Exploring the Twitterverse with Vista

By Everett Dorma Posted: July 3, 2015 6:00 a.m.

The Vista research team (L-R) Khantil Patel, Dr. Orland Hoeber, Maha El Meseery, Kenneth Odoh, (missing Radhika Gopi).
The Vista research team (L-R) Khantil Patel, Dr. Orland Hoeber, Maha El Meseery, Kenneth Odoh, (missing Radhika Gopi). Photo: U of R Photography

Computer Science Professor Orland Hoeber and his graduate students are using Twitter posts about Le Tour de France to help develop Vista (Visual Twitter Analytics), a computer program with a new interactive approach to analyzing Twitter data.

“Twitter is a window into public opinion about a wide range of events and topics,” says Dr. Hoeber. “Vista has been designed to explore and analyze tweets to obtain public opinion about products, companies, and industries, which is useful for marketing, risk and brand management, financial investment and many other sectors interested in understanding public opinion.”

As sport fans identify very strongly with their favourite sport, team, and athletes, what they post to Twitter can provide valuable insight not only in the direct context of sport, but also into human behaviour and underlying attitudes.

Tweets about Le Tour de France also provide a means for testing Vista in the context of big data. To date, Hoeber’s team has collected over 400,000 tweets from the 2013 Le Tour de France, another 500,000 from the 2014 event, and expect to be close to 700,000 for the 2015 event this summer.

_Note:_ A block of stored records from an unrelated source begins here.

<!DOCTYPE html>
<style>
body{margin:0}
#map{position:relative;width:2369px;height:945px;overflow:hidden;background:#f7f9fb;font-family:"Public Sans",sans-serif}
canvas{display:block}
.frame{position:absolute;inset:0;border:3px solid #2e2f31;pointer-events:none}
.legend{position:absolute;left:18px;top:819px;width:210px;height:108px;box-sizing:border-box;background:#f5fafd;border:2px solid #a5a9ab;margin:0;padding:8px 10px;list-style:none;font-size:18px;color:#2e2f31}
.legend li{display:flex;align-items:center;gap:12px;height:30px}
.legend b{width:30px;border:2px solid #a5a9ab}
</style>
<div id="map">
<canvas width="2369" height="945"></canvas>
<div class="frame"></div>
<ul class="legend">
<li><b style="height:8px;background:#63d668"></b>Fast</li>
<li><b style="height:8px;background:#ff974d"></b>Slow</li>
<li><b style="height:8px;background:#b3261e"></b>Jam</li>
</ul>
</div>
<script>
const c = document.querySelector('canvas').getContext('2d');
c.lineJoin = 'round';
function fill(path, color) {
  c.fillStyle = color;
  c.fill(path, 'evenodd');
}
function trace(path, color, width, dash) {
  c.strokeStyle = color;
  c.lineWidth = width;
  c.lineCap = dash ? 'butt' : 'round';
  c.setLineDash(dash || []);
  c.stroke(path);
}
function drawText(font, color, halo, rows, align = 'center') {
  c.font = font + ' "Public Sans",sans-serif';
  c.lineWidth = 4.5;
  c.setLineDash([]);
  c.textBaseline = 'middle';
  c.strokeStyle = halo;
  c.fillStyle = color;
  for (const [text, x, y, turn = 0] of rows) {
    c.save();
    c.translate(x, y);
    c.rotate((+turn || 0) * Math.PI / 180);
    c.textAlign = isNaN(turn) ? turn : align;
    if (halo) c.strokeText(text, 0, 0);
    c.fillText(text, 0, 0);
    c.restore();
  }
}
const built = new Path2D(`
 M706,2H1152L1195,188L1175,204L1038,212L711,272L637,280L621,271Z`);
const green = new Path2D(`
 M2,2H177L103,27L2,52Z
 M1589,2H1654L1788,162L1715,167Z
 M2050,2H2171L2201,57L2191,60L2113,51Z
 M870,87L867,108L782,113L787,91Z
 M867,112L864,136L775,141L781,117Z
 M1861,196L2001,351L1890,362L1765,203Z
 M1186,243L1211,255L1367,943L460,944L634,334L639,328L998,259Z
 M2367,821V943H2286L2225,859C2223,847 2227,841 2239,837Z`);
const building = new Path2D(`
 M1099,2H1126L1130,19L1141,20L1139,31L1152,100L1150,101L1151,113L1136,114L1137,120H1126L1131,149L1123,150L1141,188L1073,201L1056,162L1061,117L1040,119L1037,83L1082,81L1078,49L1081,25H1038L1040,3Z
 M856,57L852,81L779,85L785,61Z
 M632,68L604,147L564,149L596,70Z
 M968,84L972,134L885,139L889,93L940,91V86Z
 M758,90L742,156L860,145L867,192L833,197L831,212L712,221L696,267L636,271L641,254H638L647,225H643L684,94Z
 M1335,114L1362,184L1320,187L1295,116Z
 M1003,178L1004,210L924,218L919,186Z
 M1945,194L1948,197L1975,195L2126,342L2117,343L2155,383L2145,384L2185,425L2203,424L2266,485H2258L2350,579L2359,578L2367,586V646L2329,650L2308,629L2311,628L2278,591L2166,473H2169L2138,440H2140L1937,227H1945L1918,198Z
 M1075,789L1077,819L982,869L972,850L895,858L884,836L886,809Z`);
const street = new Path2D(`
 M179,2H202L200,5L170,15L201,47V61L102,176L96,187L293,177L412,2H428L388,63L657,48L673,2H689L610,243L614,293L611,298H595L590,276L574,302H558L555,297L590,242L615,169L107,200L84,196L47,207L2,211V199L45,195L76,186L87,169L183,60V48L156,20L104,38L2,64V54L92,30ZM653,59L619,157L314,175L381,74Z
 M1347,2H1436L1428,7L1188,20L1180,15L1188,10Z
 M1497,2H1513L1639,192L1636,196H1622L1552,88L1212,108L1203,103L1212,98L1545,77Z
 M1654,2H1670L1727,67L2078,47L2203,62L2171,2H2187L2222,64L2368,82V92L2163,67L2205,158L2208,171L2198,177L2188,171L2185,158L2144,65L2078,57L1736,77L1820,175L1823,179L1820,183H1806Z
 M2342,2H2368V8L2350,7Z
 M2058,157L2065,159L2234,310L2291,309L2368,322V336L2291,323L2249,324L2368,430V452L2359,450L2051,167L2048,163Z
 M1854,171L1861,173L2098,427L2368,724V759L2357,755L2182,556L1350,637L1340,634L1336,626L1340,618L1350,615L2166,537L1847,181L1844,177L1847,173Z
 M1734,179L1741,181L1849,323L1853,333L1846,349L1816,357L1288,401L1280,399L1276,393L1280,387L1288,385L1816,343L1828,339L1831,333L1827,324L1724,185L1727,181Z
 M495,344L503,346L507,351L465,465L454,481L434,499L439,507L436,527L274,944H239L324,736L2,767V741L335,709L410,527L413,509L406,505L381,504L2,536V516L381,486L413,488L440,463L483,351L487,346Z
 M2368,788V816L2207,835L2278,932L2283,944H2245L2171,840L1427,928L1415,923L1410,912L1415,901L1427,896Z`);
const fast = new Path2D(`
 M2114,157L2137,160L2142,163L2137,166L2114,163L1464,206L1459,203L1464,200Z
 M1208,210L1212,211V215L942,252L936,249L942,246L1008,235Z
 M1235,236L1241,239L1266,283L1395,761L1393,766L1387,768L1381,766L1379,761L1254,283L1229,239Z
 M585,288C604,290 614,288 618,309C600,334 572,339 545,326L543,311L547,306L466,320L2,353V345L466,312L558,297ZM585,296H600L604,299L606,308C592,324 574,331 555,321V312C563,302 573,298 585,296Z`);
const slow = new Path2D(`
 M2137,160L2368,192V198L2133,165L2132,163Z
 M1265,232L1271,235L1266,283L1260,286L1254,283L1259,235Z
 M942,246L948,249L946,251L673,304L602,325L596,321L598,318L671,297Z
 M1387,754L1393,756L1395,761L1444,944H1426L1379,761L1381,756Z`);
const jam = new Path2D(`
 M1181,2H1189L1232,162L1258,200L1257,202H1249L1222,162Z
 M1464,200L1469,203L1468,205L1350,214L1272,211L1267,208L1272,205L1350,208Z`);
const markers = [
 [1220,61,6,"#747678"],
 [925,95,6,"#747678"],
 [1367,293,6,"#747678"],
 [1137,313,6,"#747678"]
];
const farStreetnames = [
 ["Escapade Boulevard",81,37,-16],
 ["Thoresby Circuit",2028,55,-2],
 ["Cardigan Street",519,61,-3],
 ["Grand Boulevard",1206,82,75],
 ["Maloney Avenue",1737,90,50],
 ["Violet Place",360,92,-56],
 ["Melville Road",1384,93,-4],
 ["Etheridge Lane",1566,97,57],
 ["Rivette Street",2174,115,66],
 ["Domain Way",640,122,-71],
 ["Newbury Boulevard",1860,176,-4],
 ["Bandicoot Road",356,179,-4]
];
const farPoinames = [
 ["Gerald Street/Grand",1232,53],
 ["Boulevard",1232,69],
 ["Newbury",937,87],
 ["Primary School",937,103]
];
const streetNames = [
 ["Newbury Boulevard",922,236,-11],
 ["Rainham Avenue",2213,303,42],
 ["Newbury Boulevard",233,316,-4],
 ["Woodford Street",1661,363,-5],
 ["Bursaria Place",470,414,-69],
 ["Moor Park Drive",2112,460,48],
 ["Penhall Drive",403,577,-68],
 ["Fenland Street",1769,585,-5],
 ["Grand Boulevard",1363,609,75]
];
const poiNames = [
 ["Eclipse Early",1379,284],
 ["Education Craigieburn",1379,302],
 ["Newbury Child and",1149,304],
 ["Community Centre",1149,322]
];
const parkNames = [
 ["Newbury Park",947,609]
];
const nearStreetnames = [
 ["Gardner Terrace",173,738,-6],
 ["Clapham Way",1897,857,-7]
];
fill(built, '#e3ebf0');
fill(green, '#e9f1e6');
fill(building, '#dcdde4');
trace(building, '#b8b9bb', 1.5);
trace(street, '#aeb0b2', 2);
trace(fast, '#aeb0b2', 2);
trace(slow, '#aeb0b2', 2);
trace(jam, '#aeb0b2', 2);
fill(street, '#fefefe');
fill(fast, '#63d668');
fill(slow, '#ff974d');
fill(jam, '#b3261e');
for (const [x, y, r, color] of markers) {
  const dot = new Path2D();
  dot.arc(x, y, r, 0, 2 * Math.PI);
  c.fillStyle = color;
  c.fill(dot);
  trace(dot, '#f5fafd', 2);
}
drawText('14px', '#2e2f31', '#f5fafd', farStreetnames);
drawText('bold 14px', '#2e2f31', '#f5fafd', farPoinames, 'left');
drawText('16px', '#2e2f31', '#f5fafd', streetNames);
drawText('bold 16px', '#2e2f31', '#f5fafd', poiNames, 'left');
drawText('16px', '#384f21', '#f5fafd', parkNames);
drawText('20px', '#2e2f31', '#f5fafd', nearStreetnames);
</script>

“Analyzing this large amount of data using manual methods would be incredibly time consuming and using sampling methods can miss important tweets and interactions between the tweets,” says Hoeber.

What sets Vista apart from the commercial software systems that exist for analyzing Twitter data is the highly interactive features provided to support the analysis and exploration of the data.

While many different systems will show a timeline and map, Vista supports the dynamic and coordinated filtering of each. In addition, hashtags, terms, user mentions, and authors can be used to first identify the common themes in the data, and then generate new timelines that filter out uninteresting features or focus on interesting aspects that have emerged from the data.

As a result, Vista doesn’t just show you what people are saying on Twitter; it allows you to dig into the data to discover and analyze interesting sub-topics that would be difficult to find otherwise.

The initial development work for this project was funded by a Start-Up Grant provided by the Faculty of Science, and New Faculty Matching Funds provided by the Vice-President Research. Subsequent work to extend Vista and explore how it may be used to support investment analytics has been funded by Greystone Managed Investments Inc. and Natural Sciences and Engineering Research Council's (NSERC) Engage and Engage Plus grants.

Research impact is an area the University continues to focus on as one of the three priority areas in its new strategic plan.